[What the task asks]
Every record below should appear in your answer, copied exactly.

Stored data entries
******************************

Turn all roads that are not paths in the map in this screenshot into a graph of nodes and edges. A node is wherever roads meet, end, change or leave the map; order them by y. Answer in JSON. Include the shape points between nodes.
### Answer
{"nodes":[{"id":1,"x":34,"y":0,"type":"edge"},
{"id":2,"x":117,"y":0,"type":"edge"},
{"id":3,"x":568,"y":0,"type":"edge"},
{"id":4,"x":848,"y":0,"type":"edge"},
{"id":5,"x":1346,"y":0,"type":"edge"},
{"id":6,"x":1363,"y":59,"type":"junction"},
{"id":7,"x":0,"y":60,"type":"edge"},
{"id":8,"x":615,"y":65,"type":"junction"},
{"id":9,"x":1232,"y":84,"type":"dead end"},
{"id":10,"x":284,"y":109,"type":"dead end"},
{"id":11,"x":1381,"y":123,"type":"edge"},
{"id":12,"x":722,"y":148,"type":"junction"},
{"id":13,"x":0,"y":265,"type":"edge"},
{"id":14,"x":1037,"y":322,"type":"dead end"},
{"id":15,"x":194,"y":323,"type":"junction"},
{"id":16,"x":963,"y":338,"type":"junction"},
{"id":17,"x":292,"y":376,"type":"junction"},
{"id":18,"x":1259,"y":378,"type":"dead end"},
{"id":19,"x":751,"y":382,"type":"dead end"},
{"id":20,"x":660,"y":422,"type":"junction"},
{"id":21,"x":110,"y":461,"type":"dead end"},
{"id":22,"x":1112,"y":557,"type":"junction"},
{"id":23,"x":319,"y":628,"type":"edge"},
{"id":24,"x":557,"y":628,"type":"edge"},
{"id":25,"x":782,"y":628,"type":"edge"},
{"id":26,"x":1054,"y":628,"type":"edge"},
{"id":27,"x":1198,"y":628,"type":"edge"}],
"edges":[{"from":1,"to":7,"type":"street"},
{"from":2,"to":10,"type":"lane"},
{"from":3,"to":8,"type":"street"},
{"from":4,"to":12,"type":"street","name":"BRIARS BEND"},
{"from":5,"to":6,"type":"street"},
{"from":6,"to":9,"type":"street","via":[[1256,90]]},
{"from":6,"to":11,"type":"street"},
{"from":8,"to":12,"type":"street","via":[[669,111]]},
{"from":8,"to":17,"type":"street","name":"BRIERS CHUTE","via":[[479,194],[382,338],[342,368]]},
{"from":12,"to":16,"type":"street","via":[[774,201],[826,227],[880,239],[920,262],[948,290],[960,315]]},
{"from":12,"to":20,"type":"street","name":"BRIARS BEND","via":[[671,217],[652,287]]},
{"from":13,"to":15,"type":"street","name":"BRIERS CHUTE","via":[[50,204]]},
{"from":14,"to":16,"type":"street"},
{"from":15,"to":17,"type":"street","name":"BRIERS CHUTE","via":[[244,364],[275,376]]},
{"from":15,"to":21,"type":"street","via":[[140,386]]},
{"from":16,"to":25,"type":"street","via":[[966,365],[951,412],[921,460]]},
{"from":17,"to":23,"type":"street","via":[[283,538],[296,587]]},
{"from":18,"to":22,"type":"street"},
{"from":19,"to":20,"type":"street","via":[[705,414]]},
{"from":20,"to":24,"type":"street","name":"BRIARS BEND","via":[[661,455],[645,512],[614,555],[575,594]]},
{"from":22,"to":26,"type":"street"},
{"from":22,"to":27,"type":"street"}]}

******************************

[Written response]
Turn all roads that are not paths in the map in this screenshot into a graph of nodes and edges. A node is wherever roads meet, end, change or leave the map; order them by y. Answer in JSON. Include the shape points between nodes.
### Answer
{"nodes":[{"id":1,"x":34,"y":0,"type":"edge"},
{"id":2,"x":117,"y":0,"type":"edge"},
{"id":3,"x":568,"y":0,"type":"edge"},
{"id":4,"x":848,"y":0,"type":"edge"},
{"id":5,"x":1346,"y":0,"type":"edge"},
{"id":6,"x":1363,"y":59,"type":"junction"},
{"id":7,"x":0,"y":60,"type":"edge"},
{"id":8,"x":615,"y":65,"type":"junction"},
{"id":9,"x":1232,"y":84,"type":"dead end"},
{"id":10,"x":284,"y":109,"type":"dead end"},
{"id":11,"x":1381,"y":123,"type":"edge"},
{"id":12,"x":722,"y":148,"type":"junction"},
{"id":13,"x":0,"y":265,"type":"edge"},
{"id":14,"x":1037,"y":322,"type":"dead end"},
{"id":15,"x":194,"y":323,"type":"junction"},
{"id":16,"x":963,"y":338,"type":"junction"},
{"id":17,"x":292,"y":376,"type":"junction"},
{"id":18,"x":1259,"y":378,"type":"dead end"},
{"id":19,"x":751,"y":382,"type":"dead end"},
{"id":20,"x":660,"y":422,"type":"junction"},
{"id":21,"x":110,"y":461,"type":"dead end"},
{"id":22,"x":1112,"y":557,"type":"junction"},
{"id":23,"x":319,"y":628,"type":"edge"},
{"id":24,"x":557,"y":628,"type":"edge"},
{"id":25,"x":782,"y":628,"type":"edge"},
{"id":26,"x":1054,"y":628,"type":"edge"},
{"id":27,"x":1198,"y":628,"type":"edge"}],
"edges":[{"from":1,"to":7,"type":"street"},
{"from":2,"to":10,"type":"lane"},
{"from":3,"to":8,"type":"street"},
{"from":4,"to":12,"type":"street","name":"BRIARS BEND"},
{"from":5,"to":6,"type":"street"},
{"from":6,"to":9,"type":"street","via":[[1256,90]]},
{"from":6,"to":11,"type":"street"},
{"from":8,"to":12,"type":"street","via":[[669,111]]},
{"from":8,"to":17,"type":"street","name":"BRIERS CHUTE","via":[[479,194],[382,338],[342,368]]},
{"from":12,"to":16,"type":"street","via":[[774,201],[826,227],[880,239],[920,262],[948,290],[960,315]]},
{"from":12,"to":20,"type":"street","name":"BRIARS BEND","via":[[671,217],[652,287]]},
{"from":13,"to":15,"type":"street","name":"BRIERS CHUTE","via":[[50,204]]},
{"from":14,"to":16,"type":"street"},
{"from":15,"to":17,"type":"street","name":"BRIERS CHUTE","via":[[244,364],[275,376]]},
{"from":15,"to":21,"type":"street","via":[[140,386]]},
{"from":16,"to":25,"type":"street","via":[[966,365],[951,412],[921,460]]},
{"from":17,"to":23,"type":"street","via":[[283,538],[296,587]]},
{"from":18,"to":22,"type":"street"},
{"from":19,"to":20,"type":"street","via":[[705,414]]},
{"from":20,"to":24,"type":"street","name":"BRIARS BEND","via":[[661,455],[645,512],[614,555],[575,594]]},
{"from":22,"to":26,"type":"street"},
{"from":22,"to":27,"type":"street"}]}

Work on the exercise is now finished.